◆ INSTRUCTIONS FOR THE TASK
With pictures omitted, output the records below exactly as they appear.

(Dataset entries)
--------
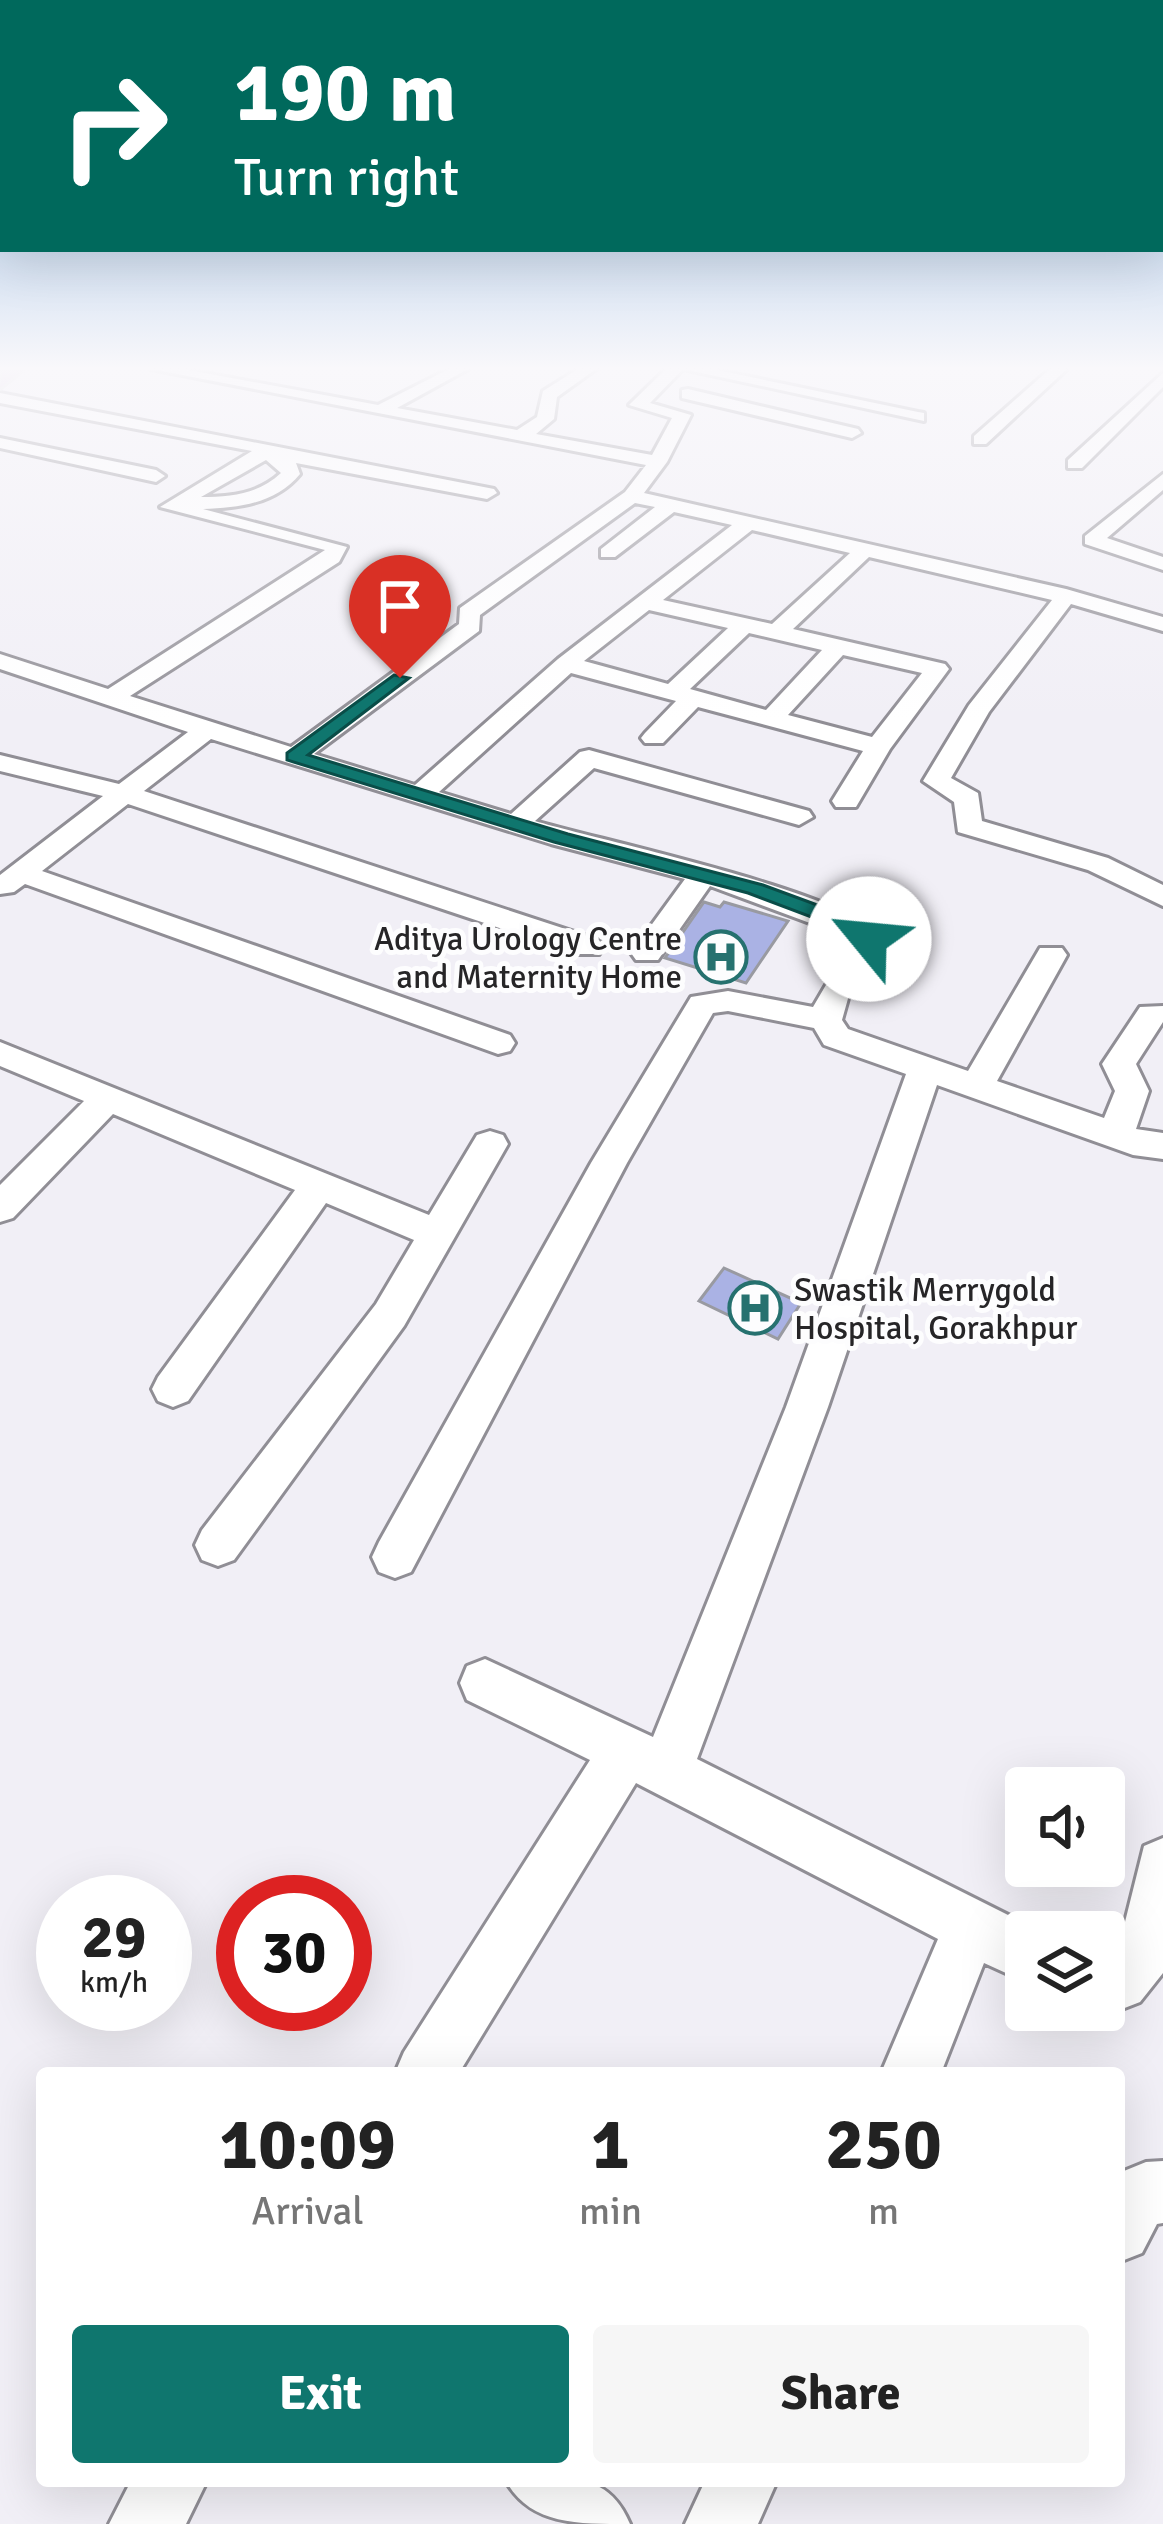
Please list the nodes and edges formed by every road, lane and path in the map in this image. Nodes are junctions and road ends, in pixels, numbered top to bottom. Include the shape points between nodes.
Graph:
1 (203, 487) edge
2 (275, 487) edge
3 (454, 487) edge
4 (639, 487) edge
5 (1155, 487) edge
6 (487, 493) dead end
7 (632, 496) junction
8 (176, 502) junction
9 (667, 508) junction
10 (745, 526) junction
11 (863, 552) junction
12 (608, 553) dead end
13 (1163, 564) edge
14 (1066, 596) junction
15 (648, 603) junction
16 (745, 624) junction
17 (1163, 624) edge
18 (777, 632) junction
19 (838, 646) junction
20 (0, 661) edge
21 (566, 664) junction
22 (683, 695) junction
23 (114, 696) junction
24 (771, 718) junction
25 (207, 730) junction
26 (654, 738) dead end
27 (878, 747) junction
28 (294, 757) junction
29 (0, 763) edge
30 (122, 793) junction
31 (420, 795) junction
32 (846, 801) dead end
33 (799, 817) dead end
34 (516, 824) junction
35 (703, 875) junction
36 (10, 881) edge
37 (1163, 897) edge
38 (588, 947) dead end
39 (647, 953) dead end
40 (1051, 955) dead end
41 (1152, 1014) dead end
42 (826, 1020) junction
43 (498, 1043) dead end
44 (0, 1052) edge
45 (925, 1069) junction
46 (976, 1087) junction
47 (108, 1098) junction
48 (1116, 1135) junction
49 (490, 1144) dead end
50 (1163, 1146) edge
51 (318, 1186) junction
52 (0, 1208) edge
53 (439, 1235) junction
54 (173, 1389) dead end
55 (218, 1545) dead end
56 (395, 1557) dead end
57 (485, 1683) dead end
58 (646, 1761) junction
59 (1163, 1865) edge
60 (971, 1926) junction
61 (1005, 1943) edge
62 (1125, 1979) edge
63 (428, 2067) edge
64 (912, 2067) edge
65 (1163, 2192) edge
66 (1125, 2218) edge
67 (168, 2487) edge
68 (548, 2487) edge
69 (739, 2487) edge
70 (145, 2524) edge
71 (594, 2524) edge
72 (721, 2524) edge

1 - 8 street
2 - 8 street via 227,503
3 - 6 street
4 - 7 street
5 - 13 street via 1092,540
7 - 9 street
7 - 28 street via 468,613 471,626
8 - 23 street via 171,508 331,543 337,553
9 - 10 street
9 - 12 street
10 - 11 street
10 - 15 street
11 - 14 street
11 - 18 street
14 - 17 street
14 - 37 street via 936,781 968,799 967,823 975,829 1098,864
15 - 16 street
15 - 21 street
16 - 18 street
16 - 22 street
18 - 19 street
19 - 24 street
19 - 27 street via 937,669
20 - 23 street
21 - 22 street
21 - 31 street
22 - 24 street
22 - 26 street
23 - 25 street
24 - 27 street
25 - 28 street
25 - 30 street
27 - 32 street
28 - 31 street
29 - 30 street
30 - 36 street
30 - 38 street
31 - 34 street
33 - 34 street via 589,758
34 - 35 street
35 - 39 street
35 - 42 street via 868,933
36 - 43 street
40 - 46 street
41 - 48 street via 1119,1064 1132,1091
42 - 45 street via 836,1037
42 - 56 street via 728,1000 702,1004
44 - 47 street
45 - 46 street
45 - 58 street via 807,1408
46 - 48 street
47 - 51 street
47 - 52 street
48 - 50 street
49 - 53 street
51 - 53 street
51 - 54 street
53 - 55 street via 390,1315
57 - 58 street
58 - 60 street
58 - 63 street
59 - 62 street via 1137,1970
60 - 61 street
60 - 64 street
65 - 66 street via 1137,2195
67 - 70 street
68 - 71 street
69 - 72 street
--------
◆ TASK RESULT
Please list the nodes and edges formed by every road, lane and path in the map in this image. Nodes are junctions and road ends, in pixels, numbered top to bottom. Include the shape points between nodes.
Graph:
1 (203, 487) edge
2 (275, 487) edge
3 (454, 487) edge
4 (639, 487) edge
5 (1155, 487) edge
6 (487, 493) dead end
7 (632, 496) junction
8 (176, 502) junction
9 (667, 508) junction
10 (745, 526) junction
11 (863, 552) junction
12 (608, 553) dead end
13 (1163, 564) edge
14 (1066, 596) junction
15 (648, 603) junction
16 (745, 624) junction
17 (1163, 624) edge
18 (777, 632) junction
19 (838, 646) junction
20 (0, 661) edge
21 (566, 664) junction
22 (683, 695) junction
23 (114, 696) junction
24 (771, 718) junction
25 (207, 730) junction
26 (654, 738) dead end
27 (878, 747) junction
28 (294, 757) junction
29 (0, 763) edge
30 (122, 793) junction
31 (420, 795) junction
32 (846, 801) dead end
33 (799, 817) dead end
34 (516, 824) junction
35 (703, 875) junction
36 (10, 881) edge
37 (1163, 897) edge
38 (588, 947) dead end
39 (647, 953) dead end
40 (1051, 955) dead end
41 (1152, 1014) dead end
42 (826, 1020) junction
43 (498, 1043) dead end
44 (0, 1052) edge
45 (925, 1069) junction
46 (976, 1087) junction
47 (108, 1098) junction
48 (1116, 1135) junction
49 (490, 1144) dead end
50 (1163, 1146) edge
51 (318, 1186) junction
52 (0, 1208) edge
53 (439, 1235) junction
54 (173, 1389) dead end
55 (218, 1545) dead end
56 (395, 1557) dead end
57 (485, 1683) dead end
58 (646, 1761) junction
59 (1163, 1865) edge
60 (971, 1926) junction
61 (1005, 1943) edge
62 (1125, 1979) edge
63 (428, 2067) edge
64 (912, 2067) edge
65 (1163, 2192) edge
66 (1125, 2218) edge
67 (168, 2487) edge
68 (548, 2487) edge
69 (739, 2487) edge
70 (145, 2524) edge
71 (594, 2524) edge
72 (721, 2524) edge

1 - 8 street
2 - 8 street via 227,503
3 - 6 street
4 - 7 street
5 - 13 street via 1092,540
7 - 9 street
7 - 28 street via 468,613 471,626
8 - 23 street via 171,508 331,543 337,553
9 - 10 street
9 - 12 street
10 - 11 street
10 - 15 street
11 - 14 street
11 - 18 street
14 - 17 street
14 - 37 street via 936,781 968,799 967,823 975,829 1098,864
15 - 16 street
15 - 21 street
16 - 18 street
16 - 22 street
18 - 19 street
19 - 24 street
19 - 27 street via 937,669
20 - 23 street
21 - 22 street
21 - 31 street
22 - 24 street
22 - 26 street
23 - 25 street
24 - 27 street
25 - 28 street
25 - 30 street
27 - 32 street
28 - 31 street
29 - 30 street
30 - 36 street
30 - 38 street
31 - 34 street
33 - 34 street via 589,758
34 - 35 street
35 - 39 street
35 - 42 street via 868,933
36 - 43 street
40 - 46 street
41 - 48 street via 1119,1064 1132,1091
42 - 45 street via 836,1037
42 - 56 street via 728,1000 702,1004
44 - 47 street
45 - 46 street
45 - 58 street via 807,1408
46 - 48 street
47 - 51 street
47 - 52 street
48 - 50 street
49 - 53 street
51 - 53 street
51 - 54 street
53 - 55 street via 390,1315
57 - 58 street
58 - 60 street
58 - 63 street
59 - 62 street via 1137,1970
60 - 61 street
60 - 64 street
65 - 66 street via 1137,2195
67 - 70 street
68 - 71 street
69 - 72 street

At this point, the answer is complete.